ASSIGNED TASK >>
Which lines of the listing hold the string "class"? Show each of them.

========================================

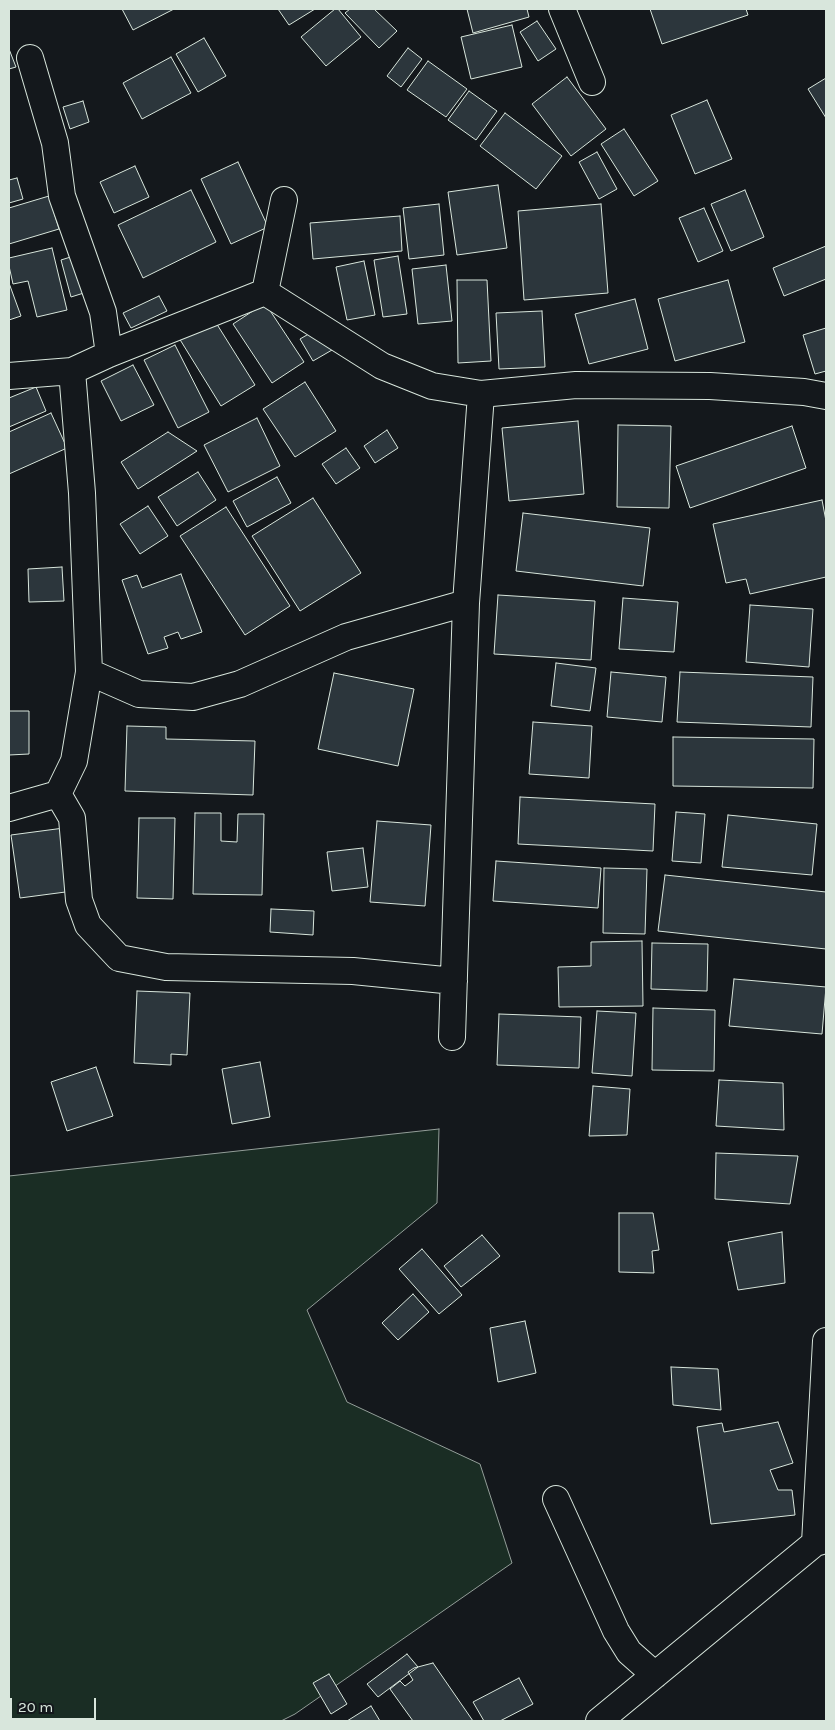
<!DOCTYPE html>
<style>
body{margin:0}
#map{position:relative;width:835px;height:1730px;overflow:hidden;background:#14181c;font-family:Karla,sans-serif}
canvas{display:block}
.frame{position:absolute;inset:0;border:10px solid #d8e6dc;pointer-events:none}
.scale{position:absolute;left:10px;top:1698px;width:86px;height:22px;box-sizing:border-box;border:2px solid #d8e6dc;border-top:0;padding-left:6px;font-size:15px;line-height:18px;white-space:nowrap;color:#d8e6dc;-webkit-text-stroke:4px #14181c;paint-order:stroke}
</style>
<div id="map">
<canvas width="835" height="1730"></canvas>
<div class="frame"></div>
<div class="scale">20 m</div>
</div>
<script>
const ctx = document.querySelector('canvas').getContext('2d');
ctx.lineJoin = 'round';
function fillPath(path, color) { ctx.fillStyle = color; ctx.fill(path, 'evenodd'); }
const poly = rows => new Path2D(rows.map(r => 'M' + r).join(''));
function strokePath(path, color, width, dash) { ctx.strokeStyle = color; ctx.lineWidth = width; ctx.lineCap = dash ? 'butt' : 'round'; ctx.setLineDash(dash || []); ctx.stroke(path); }
const green = poly([
 [439,1129,437,1203,307,1310,347,1402,480,1464,512,1563,295,1714,281,1721,9,1721,9,1176,439,1129]
]);
fillPath(green, '#1a2d24');
strokePath(green, '#939e99', 1);
const building = poly([
 [122,9,174,9,133,30,122,9],
 [278,9,315,9,289,25,278,9],
 [335,9,338,9,361,37,326,66,301,37,335,9],
 [350,9,374,9,397,31,379,48,345,13,350,9],
 [467,9,527,9,529,17,473,33,467,9],
 [650,9,746,9,748,15,662,44,650,9],
 [537,21,556,49,538,61,520,32,537,21],
 [512,25,522,67,471,79,461,37,512,25],
 [204,38,226,76,198,92,176,54,204,38],
 [408,48,422,59,401,87,387,76,408,48],
 [9,49,16,67,9,69,9,49],
 [171,57,191,93,142,119,123,83,171,57],
 [428,61,467,89,446,117,407,90,428,61],
 [567,77,606,129,571,156,532,104,567,77],
 [826,78,826,118,808,89,826,78],
 [469,91,497,111,476,140,448,120,469,91],
 [707,100,732,159,695,174,671,115,707,100],
 [83,101,89,122,70,129,63,107,83,101],
 [505,113,562,156,536,189,480,146,505,113],
 [624,129,658,181,634,196,601,144,624,129],
 [597,152,617,189,599,199,579,162,597,152],
 [238,162,268,227,231,244,201,179,238,162],
 [135,166,149,197,114,213,100,182,135,166],
 [17,178,23,199,9,203,9,180,17,178],
 [498,185,507,248,457,255,448,192,498,185],
 [191,190,216,242,143,278,118,225,191,190],
 [745,190,764,237,731,251,711,204,745,190],
 [49,196,59,229,9,244,9,208,49,196],
 [439,204,444,255,409,259,403,208,439,204],
 [601,204,608,293,524,300,518,211,601,204],
 [704,208,723,251,698,262,679,218,704,208],
 [400,216,402,251,313,259,310,223,400,216],
 [826,246,826,279,784,296,773,268,826,246],
 [52,248,67,310,37,317,28,281,13,284,9,266,9,258,52,248],
 [77,255,87,292,71,297,61,260,77,255],
 [398,256,407,314,383,317,374,260,398,256],
 [364,261,375,315,347,320,336,267,364,261],
 [446,265,452,321,418,324,412,269,446,265],
 [457,280,487,280,491,361,458,363,457,280],
 [728,280,745,342,675,361,658,299,728,280],
 [9,283,21,316,9,320,9,283],
 [159,296,167,311,131,328,123,313,159,296],
 [635,299,648,349,589,364,575,314,635,299],
 [265,303,304,362,272,383,233,324,265,303],
 [542,311,545,367,499,369,496,313,542,311],
 [213,318,255,385,221,406,179,338,213,318],
 [319,328,332,350,313,361,300,339,319,328],
 [826,328,826,371,815,374,803,335,826,328],
 [175,345,209,412,178,428,144,360,175,345],
 [133,365,154,405,121,421,101,381,133,365],
 [305,382,336,431,295,457,263,409,305,382],
 [36,387,46,411,9,427,9,398,36,387],
 [51,413,67,448,9,474,9,432,51,413],
 [257,418,280,466,228,492,204,445,257,418],
 [578,421,584,494,509,501,502,428,578,421],
 [618,425,671,426,669,508,617,507,618,425],
 [792,426,806,468,690,508,676,466,792,426],
 [387,430,398,448,375,463,364,446,387,430],
 [168,432,197,451,138,489,121,462,168,432],
 [346,448,360,468,336,484,322,464,346,448],
 [198,472,216,500,177,526,158,497,198,472],
 [277,477,291,503,247,527,233,501,277,477],
 [313,498,361,573,300,611,252,536,313,498],
 [822,500,826,521,826,577,750,594,746,579,726,583,713,524,822,500],
 [148,506,168,536,140,554,120,524,148,506],
 [226,507,290,606,245,635,180,536,226,507],
 [523,513,650,528,643,586,516,571,523,513],
 [62,567,64,601,29,602,28,569,62,567],
 [181,574,202,632,181,639,178,632,164,637,168,648,148,654,122,580,137,575,142,588,181,574],
 [498,595,595,601,591,660,494,654,498,595],
 [623,598,678,602,674,652,619,649,623,598],
 [750,605,813,609,809,667,746,662,750,605],
 [556,663,596,668,590,711,551,706,556,663],
 [611,672,666,677,662,722,607,717,611,672],
 [680,672,813,677,811,727,677,722,680,672],
 [334,673,414,689,398,766,318,749,334,673],
 [9,711,29,711,29,754,9,755,9,711],
 [533,722,592,726,589,778,529,774,533,722],
 [127,726,166,727,166,739,255,741,253,795,125,791,127,726],
 [673,737,814,739,813,788,673,786,673,737],
 [520,797,655,804,653,851,518,844,520,797],
 [676,812,705,814,701,863,672,861,676,812],
 [195,813,221,813,221,841,237,842,238,814,264,814,262,895,193,894,195,813],
 [728,815,817,824,812,875,722,867,728,815],
 [139,818,175,818,173,899,137,898,139,818],
 [377,821,431,825,425,906,370,902,377,821],
 [64,828,73,891,20,898,11,835,64,828],
 [363,848,368,887,332,891,327,852,363,848],
 [496,861,601,868,598,908,493,901,496,861],
 [604,868,647,869,645,934,603,933,604,868],
 [665,875,826,892,826,949,658,931,665,875],
 [271,909,314,911,313,935,270,932,271,909],
 [642,941,643,1006,559,1007,558,967,591,966,591,942,642,941],
 [652,943,708,944,707,991,651,989,652,943],
 [734,979,826,987,822,1034,729,1026,734,979],
 [137,991,190,993,187,1055,171,1054,171,1065,134,1063,137,991],
 [653,1008,715,1010,714,1071,652,1070,653,1008],
 [597,1011,636,1013,632,1076,592,1073,597,1011],
 [499,1014,581,1017,579,1068,497,1065,499,1014],
 [260,1062,270,1117,232,1124,222,1069,260,1062],
 [96,1067,113,1116,67,1131,51,1082,96,1067],
 [719,1080,783,1083,784,1130,716,1126,719,1080],
 [593,1086,630,1089,627,1135,589,1136,593,1086],
 [716,1153,798,1156,790,1204,715,1199,716,1153],
 [619,1213,653,1213,659,1250,652,1251,654,1273,619,1272,619,1213],
 [782,1232,785,1283,738,1290,728,1242,782,1232],
 [482,1235,500,1256,461,1287,444,1266,482,1235],
 [422,1249,462,1295,439,1314,399,1269,422,1249],
 [413,1294,429,1312,398,1340,382,1323,413,1294],
 [525,1321,536,1373,498,1382,490,1328,525,1321],
 [671,1367,718,1369,721,1410,673,1405,671,1367],
 [778,1422,793,1463,770,1470,778,1490,792,1490,795,1515,711,1524,697,1427,722,1423,724,1432,778,1422],
 [407,1654,418,1667,378,1697,367,1684,407,1654],
 [433,1663,473,1721,413,1721,390,1689,400,1681,405,1686,413,1680,408,1672,414,1668,433,1663],
 [329,1674,347,1704,331,1714,313,1683,329,1674],
 [519,1678,533,1704,500,1721,484,1721,473,1702,519,1678],
 [371,1706,380,1721,347,1721,371,1706]
]);
fillPath(building, '#2c363c');
strokePath(building, '#d8e6dc', 1);
const street = poly([
 [562,9,592,82],
 [30,58,55,143,62,196,103,312,109,354],
 [265,292,382,366,432,386,481,394,576,385,710,386,804,392,826,396],
 [9,376,72,371,109,354,265,292,284,200],
 [89,672,139,694,193,697,240,684,346,637,466,603],
 [58,794,72,818,79,900,88,925,119,958,166,967,353,971,454,981],
 [9,808,58,794,74,761,89,672,82,493,72,371],
 [452,1037,466,603,481,394],
 [556,1499,616,1631,629,1652,655,1675],
 [815,1543,826,1341],
 [599,1721,815,1543,826,1540]
]);
strokePath(street, '#d8e6dc', 28);
strokePath(street, '#14181c', 26);
</script>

========================================

SOLUTION TO THIS TASK >>
<div class="frame"></div>
<div class="scale">20 m</div>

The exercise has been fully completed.